NWA editorial: Modern-day slavery?

Drug courts’ rehab programs, employers scrutinized

To hear state Sen. Jim Hendren's side of the story, one might come to believe that no good deed really will go unpunished.

Hendren's plastic molding company is caught up in a controversy over a drug and rehabilitation program's practices. Some former clients have accused the nonprofit rehab program of mistreatment and of keeping their wages from jobs they filled while going through the program.

What’s the point?

An area company is caught up in a controversy over a drug and alcohol rehabilitation program and the way it treats its clients.

Hendren Plastics Inc. this week terminated its agreement with the Drug and Alcohol Recovery Program amid claims the program's clients, who faced prison time for their offenses, were effectively used as slave labor to earn money for the diversionary program, which was supposed to provide treatment for their addictions.

Three lawsuits have been filed alleging wrongdoing by the program Hendren's firm worked with and the Oklahoma-based Christian Alcoholics and Addicts in Recovery. Simmons Foods and other "John Doe" companies are accused of conspiring with rehabilitation programs to access free labor.

According to the lawsuits, drug-court defendants were sent to the programs as an alternative to prison and were required to sign an agreement stating that they understand they are not classified as workers and won't receive wages. Instead, payments were sent to the programs for rent, food and rehabilitation services -- not for possible court or government fees.

Let's see here: Go to prison or sign this document and get to stay out of prison. Why would anyone be pressured by that arrangement, right?

For Hendren's part, he said he regrets the situation because he always saw value in the program. He reported that his company paid the going hourly wage for program participants' work, but not to the worker. The program got the money. Hendren said the program has long seemed like a chance to give people a second chance and a way to stay out of jail.

His company has hired some program participants to work after they completed the program, he said.

The legalities or infringements will have to be figured out in court. There are, no doubt, lots of details left to come out.

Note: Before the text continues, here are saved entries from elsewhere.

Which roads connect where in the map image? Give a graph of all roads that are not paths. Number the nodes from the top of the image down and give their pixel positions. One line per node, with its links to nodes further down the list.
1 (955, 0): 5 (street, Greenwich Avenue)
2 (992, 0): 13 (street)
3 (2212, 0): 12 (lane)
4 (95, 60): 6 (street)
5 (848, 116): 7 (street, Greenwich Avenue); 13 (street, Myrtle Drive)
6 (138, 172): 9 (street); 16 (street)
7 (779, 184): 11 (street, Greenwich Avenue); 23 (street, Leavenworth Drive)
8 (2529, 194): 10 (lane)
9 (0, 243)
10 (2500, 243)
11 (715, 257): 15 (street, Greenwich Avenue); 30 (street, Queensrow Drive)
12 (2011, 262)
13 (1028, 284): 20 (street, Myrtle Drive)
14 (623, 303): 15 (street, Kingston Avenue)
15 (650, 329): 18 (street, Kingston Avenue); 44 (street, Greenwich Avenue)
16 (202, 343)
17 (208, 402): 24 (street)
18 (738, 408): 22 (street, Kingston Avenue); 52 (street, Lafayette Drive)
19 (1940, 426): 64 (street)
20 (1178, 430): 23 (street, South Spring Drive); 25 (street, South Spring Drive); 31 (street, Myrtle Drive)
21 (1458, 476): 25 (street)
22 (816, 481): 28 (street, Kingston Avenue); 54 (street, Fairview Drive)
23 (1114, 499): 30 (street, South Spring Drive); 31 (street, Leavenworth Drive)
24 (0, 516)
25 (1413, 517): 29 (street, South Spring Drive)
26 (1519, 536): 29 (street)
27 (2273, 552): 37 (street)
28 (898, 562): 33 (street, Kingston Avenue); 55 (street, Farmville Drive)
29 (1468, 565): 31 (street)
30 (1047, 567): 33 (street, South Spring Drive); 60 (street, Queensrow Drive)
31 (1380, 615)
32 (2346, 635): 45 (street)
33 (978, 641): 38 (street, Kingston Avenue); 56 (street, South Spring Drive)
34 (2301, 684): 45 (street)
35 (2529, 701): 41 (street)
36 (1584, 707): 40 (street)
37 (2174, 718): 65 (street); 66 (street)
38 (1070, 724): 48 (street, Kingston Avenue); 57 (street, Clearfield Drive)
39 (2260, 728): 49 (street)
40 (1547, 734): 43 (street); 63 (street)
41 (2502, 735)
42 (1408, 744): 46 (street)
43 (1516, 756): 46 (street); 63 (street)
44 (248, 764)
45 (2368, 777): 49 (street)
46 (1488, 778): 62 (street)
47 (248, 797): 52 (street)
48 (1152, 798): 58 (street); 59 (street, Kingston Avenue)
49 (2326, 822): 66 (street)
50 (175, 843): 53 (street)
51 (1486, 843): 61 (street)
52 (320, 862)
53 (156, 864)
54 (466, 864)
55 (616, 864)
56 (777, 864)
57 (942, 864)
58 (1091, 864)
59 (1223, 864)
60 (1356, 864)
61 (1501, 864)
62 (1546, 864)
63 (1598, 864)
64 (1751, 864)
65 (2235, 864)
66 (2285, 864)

From what we know so far, however, it seems Hendren's intentions were admirable. Certainly, given the difficulty of the jobs at his operation, he gains a benefit having access to a pool of workers who don't have many options, but with the region's low unemployment, employers have to be creative to find workers. Still, the set-up described in the lawsuits sounds unfair to the people who were part of those programs and raises questions about whether the money raised by their labors were fully re-invested back into the program.

From our editorial board's perspective, it will prove difficult for the rehabilitation programs to justify an approach in which people must work for no pay or face incarceration. It's also concerning that the programs have had limited options in terms of treatment or therapy for addictions.

Perhaps more important than how these companies' arrangements worked is how the drug courts system vets the nonprofit diversionary treatment programs it's willing to go into business with.